(Source) After more than three years of negotiations and delays, the state today officially began allowing legalized video gambling at bars, restaurants, truck stops and fraternal organizations. Illinois Gaming Board Chairman Aaron Jaffe confirmed that video gaming officially went live earlier today. He estimated about 280 machines in about 70 establishments in Illinois are hooked up and ready for use. Some Chicago-area bar owners confirmed the machines are up and running at their establishments and being used by customers. Alfonso “Izzy” Izquierdo, owner of Izzy’s bar in Joliet, confirmed this afternoon that the five video gaming machines he installed went online today. “It’s a big relief,” said Izquierdo, whose bar was approved by the state to operate the machines. “This has been a long, long time coming.” Phyllis Accardo, owner of Crabby’s Pub in Stickney, said that two of her customers were gambling within 25 minutes of the system going online at her establishment early this afternoon.

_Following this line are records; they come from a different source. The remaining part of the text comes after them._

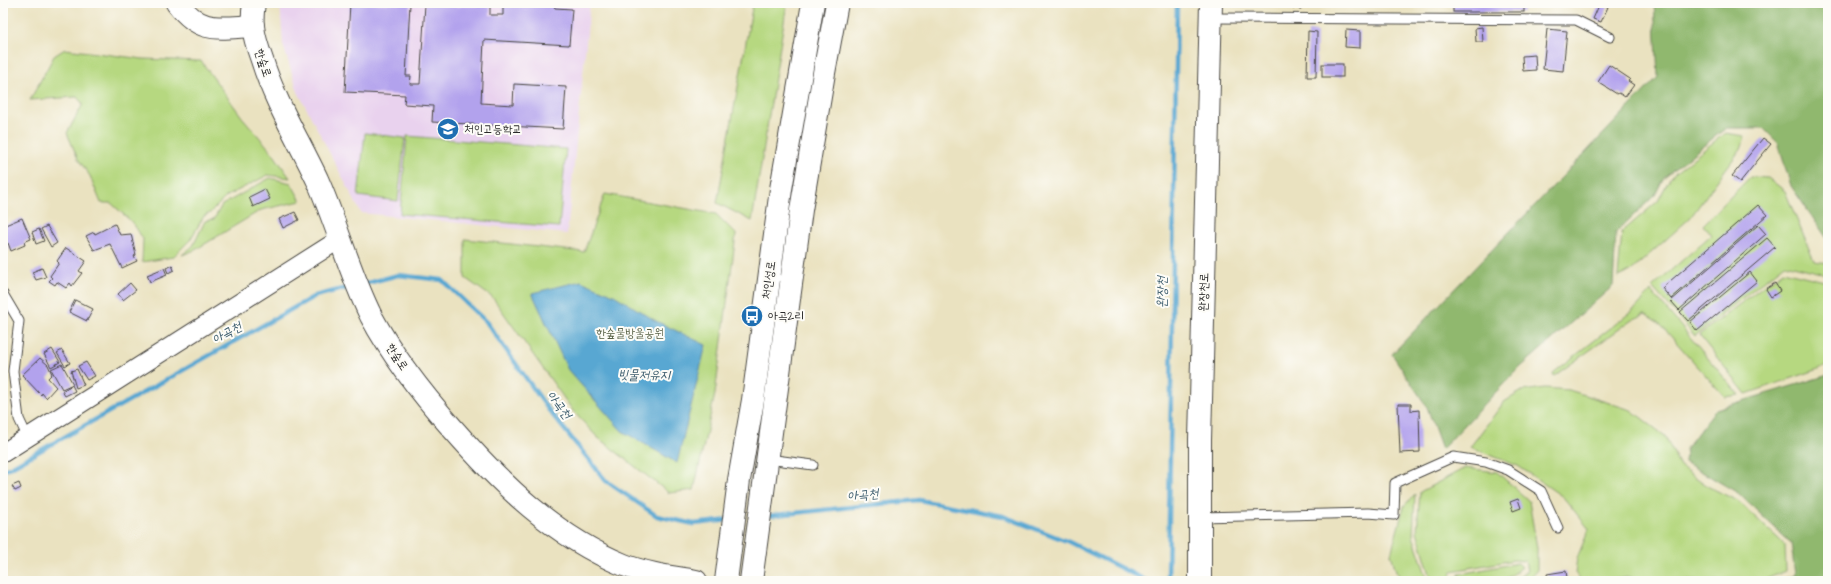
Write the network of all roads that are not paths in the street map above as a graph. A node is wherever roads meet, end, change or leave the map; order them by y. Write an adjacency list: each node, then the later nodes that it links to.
1 (178, 3): 6 (street)
2 (254, 3): 6 (street, 한숲로)
3 (813, 3): 17 (street, 처인성로)
4 (837, 3): 13 (street, 처인성로)
5 (1211, 10): 7 (lane); 14 (street, 완장천로)
6 (253, 26): 8 (street, 한숲로)
7 (1610, 37)
8 (340, 239): 10 (street); 16 (street, 한숲로)
9 (3, 294): 10 (lane)
10 (28, 438): 11 (street)
11 (3, 453)
12 (813, 465): 13 (lane)
13 (767, 468): 18 (street, 처인성로)
14 (1200, 517): 15 (lane); 19 (street, 완장천로)
15 (1558, 528)
16 (696, 581)
17 (726, 581)
18 (751, 581)
19 (1200, 581)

The state began testing video poker machines in a few locations last month to allow the gaming board to ferret out any bugs in the central computer system that the state will use to track revenue at each machine and ensure it gets it’s portion of the proceeds. Tuesday’s official launch day for video gambling comes almost three and a half years after the Illinois General Assembly first approved a measure in May 2009 allowing up to five video poker machines to be installed in truck stops, fraternal organizations and establishments that hold a liquor license. Revenue from the machines is slate to go toward capital improvement projects in the state.
The implementation was delayed by the lengthy reviews of the license applications filed by the manufacturers, distributors and businesses or clubs that would use the games. The delay was impacted by a lack of staff at the gaming board to investigate and process all the applications. Hiccups in the state’s efforts to source a central computer system capable of monitoring up to 60,000 video poker machines throughout the state also delayed the start.
Well I’m officially fucked. That’s really all I have for this story. No jokes. No MS Paint. No astute insights that you never thought of. No hilarious observations that make you say “how does Big Cat do it?”. None of that.
Its like in Goodwill Hunting. One day you guys will show up at Chicago Barstool and there will be no goodbye, no see you later. No nothing. I’m just gone. And by gone I mean I’ve lost all my money playing fucking VIDEO games when I’m blacked out at the bar. Sucks, but I’m ok with it. When you’re beat you’re beat, and adding more gambling to my life means I am most definitely beat. Probably going to cut right to the chase and buy one of those clear visors, a hoodless Loony Tunes sweatshirt, and a “lucky” commemorative coin cup. Gain 50 pounds, chain smoke, and pawn off all my valuable possessions, my x-box and dog literally being my only valuable possessions. If its over I might as well make it as quick as possible right?